Research scientists gather information and generate knowledge through both theoretical and experimental means. They contribute to knowledge in the fields of natural science, medical science, computer science, environmental science, and social science.
These scientists develop hypotheses, collect data, and interpret results to answer questions in both the natural world and the man made world. Research scientists are involved in planning, designing, and conducting experiments to investigate and analyse scientific phenomena and then extrapolating data to develop theories which aim to explain these phenomena.
Research scientists are commonly responsible for keeping up to date by reading specialist literature, writing scientific articles for publication, writing research grant proposals and applications for funding, and managing a research team. Many research scientists also teach undergraduate and postgraduate classes and supervise graduate student research.
Becoming a research scientist requires a bachelor's, master's, or doctoral degree in their field of study depending on the role they want to fulfill and experience it needs. They typically earn $78,060 a year, which breaks down to $37.53 an hour. The career growth for this job is projected at 8%, creating 10,600 new jobs by 2028.
There is more than meets the eye when it comes to being a research scientist. For example, did you know that they make an average of $38.57 an hour? That's $80,226 a year!
Between 2018 and 2028, the career is expected to grow 8% and produce 10,600 job opportunities across the U.S.
When it comes to the most important skills required to be a research scientist, we found that a lot of resumes listed 11.0% of research scientists included phd, while 9.6% of resumes included python, and 7.2% of resumes included procedures. Hard skills like these are helpful to have when it comes to performing essential job responsibilities.
When it comes to searching for a job, many search for a key term or phrase. Instead, it might be more helpful to search by industry, as you might be missing jobs that you never thought about in industries that you didn't even think offered positions related to the research scientist job title. But what industry to start with? Most research scientists actually find jobs in the education and health care industries.
If you're interested in becoming a research scientist, one of the first things to consider is how much education you need. We've determined that 16.6% of research scientists have a bachelor's degree. In terms of higher education levels, we found that 25.5% of research scientists have master's degrees. Even though most research scientists have a college degree, it's impossible to become one with only a high school degree or GED.

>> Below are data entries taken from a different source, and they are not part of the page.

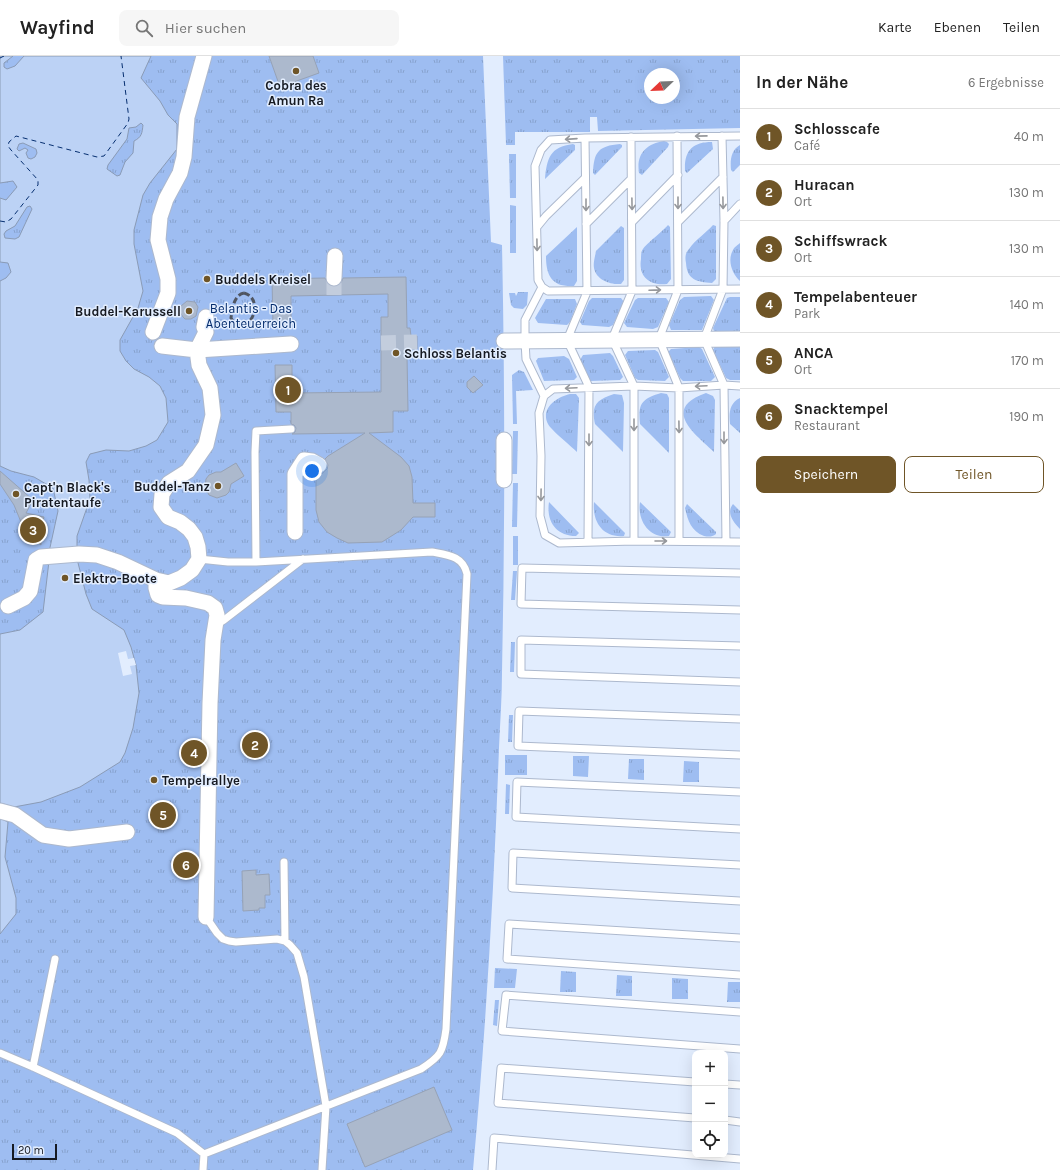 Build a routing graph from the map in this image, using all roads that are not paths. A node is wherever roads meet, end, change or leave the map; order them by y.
1 (204, 56) edge
2 (677, 136) junction
3 (722, 136) junction
4 (740, 136) edge
5 (631, 137) junction
6 (585, 138) junction
7 (678, 175) junction
8 (723, 177) junction
9 (585, 178) junction
10 (631, 179) junction
11 (740, 204) edge
12 (724, 221) junction
13 (632, 222) junction
14 (678, 222) junction
15 (586, 224) junction
16 (537, 226) junction
17 (335, 256) dead end
18 (334, 278) tunnel mouth
19 (542, 287) junction
20 (723, 289) junction
21 (740, 289) edge
22 (678, 290) junction
23 (632, 291) junction
24 (587, 292) junction
25 (206, 317) dead end
26 (153, 332) dead end
27 (740, 338) edge
28 (612, 339) junction
29 (659, 339) junction
30 (704, 339) junction
31 (525, 340) junction
32 (567, 340) junction
33 (504, 341) dead end
34 (291, 344) dead end
35 (162, 346) dead end
36 (197, 350) junction
37 (724, 385) junction
38 (634, 386) junction
39 (740, 386) edge
40 (589, 387) junction
41 (679, 388) junction
42 (544, 396) junction
43 (291, 429) dead end
44 (504, 440) dead end
45 (319, 465) dead end
46 (504, 480) dead end
47 (295, 532) dead end
48 (634, 541) junction
49 (679, 541) junction
50 (588, 542) junction
51 (726, 542) junction
52 (740, 542) edge
53 (199, 559) junction
54 (303, 559) junction
55 (256, 562) junction
56 (740, 573) edge
57 (156, 580) junction
58 (8, 606) dead end
59 (740, 610) edge
60 (216, 625) junction
61 (740, 646) edge
62 (740, 682) edge
63 (740, 719) edge
64 (740, 755) edge
65 (740, 792) edge
66 (0, 811) edge
67 (740, 828) edge
68 (127, 832) dead end
69 (284, 862) dead end
70 (740, 865) edge
71 (740, 901) edge
72 (206, 917) joint
73 (740, 938) edge
74 (285, 941) junction
75 (55, 959) dead end
76 (740, 974) edge
77 (740, 1012) edge
78 (740, 1049) edge
79 (0, 1053) edge
80 (33, 1067) junction
81 (692, 1082) edge
82 (728, 1084) edge
83 (740, 1085) edge
84 (326, 1106) junction
85 (692, 1118) edge
86 (728, 1120) edge
87 (740, 1122) edge
88 (204, 1154) junction
89 (740, 1159) edge
90 (203, 1170) edge
91 (322, 1170) edge
92 (492, 1170) edge

1 - 26 street
3 -> 2 lane
2 - 5 lane
2 - 7 lane
3 - 4 lane
3 - 8 lane
5 - 6 lane
5 - 10 lane
6 - 9 lane
6 -> 16 lane
7 - 13 lane
7 -> 14 lane
8 -> 12 lane
8 - 14 lane
9 -> 15 lane
9 - 16 lane
10 -> 13 lane
10 - 15 lane
11 - 12 lane
12 - 20 lane
13 - 23 lane
14 - 22 lane
15 - 24 lane
16 -> 19 lane
17 - 18 street
19 - 24 lane
19 - 31 lane
20 - 21 lane
20 - 22 lane
20 - 30 lane
23 -> 22 lane
22 - 29 lane
23 - 24 lane
23 - 28 lane
24 - 32 lane
25 - 36 street
27 - 30 street
28 - 29 street
28 - 32 street
28 - 38 lane
29 - 30 street
29 - 41 lane
30 - 37 lane
31 - 32 street
31 - 33 street
31 - 42 lane
32 - 40 lane
34 - 36 street
35 - 36 street
36 - 53 street
37 - 39 lane
37 -> 41 lane
37 -> 51 lane
38 - 40 lane
38 - 41 lane
38 -> 48 lane
40 -> 42 lane
40 -> 50 lane
41 -> 49 lane
42 -> 50 lane
43 - 55 lane
44 - 46 street
45 - 47 street
48 -> 49 lane
48 - 50 lane
49 - 51 lane
51 - 52 lane
53 - 55 lane
53 - 57 street
54 - 55 lane
54 - 60 lane
54 - 84 lane
56 - 59 lane
57 - 58 street
57 - 60 street
60 - 72 street
61 - 62 lane
63 - 64 lane
65 - 67 lane
66 - 68 street
69 - 74 lane
70 - 71 lane
72 - 74 lane
73 - 76 lane
74 - 84 lane
75 - 80 lane
77 - 78 lane
79 - 80 lane
80 - 88 lane
81 - 85 lane
82 - 83 lane
84 - 88 lane
84 - 91 lane
86 - 87 lane
88 - 90 lane
89 - 92 lane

Choosing the right major is always an important step when researching how to become a research scientist. When we researched the most common majors for a research scientist, we found that they most commonly earn doctoral degree degrees or master's degree degrees. Other degrees that we often see on research scientist resumes include bachelor's degree degrees or associate degree degrees.
You may find that experience in other jobs will help you become a research scientist. In fact, many research scientist jobs require experience in a role such as research assistant. Meanwhile, many research scientists also have previous career experience in roles such as research associate or research fellow.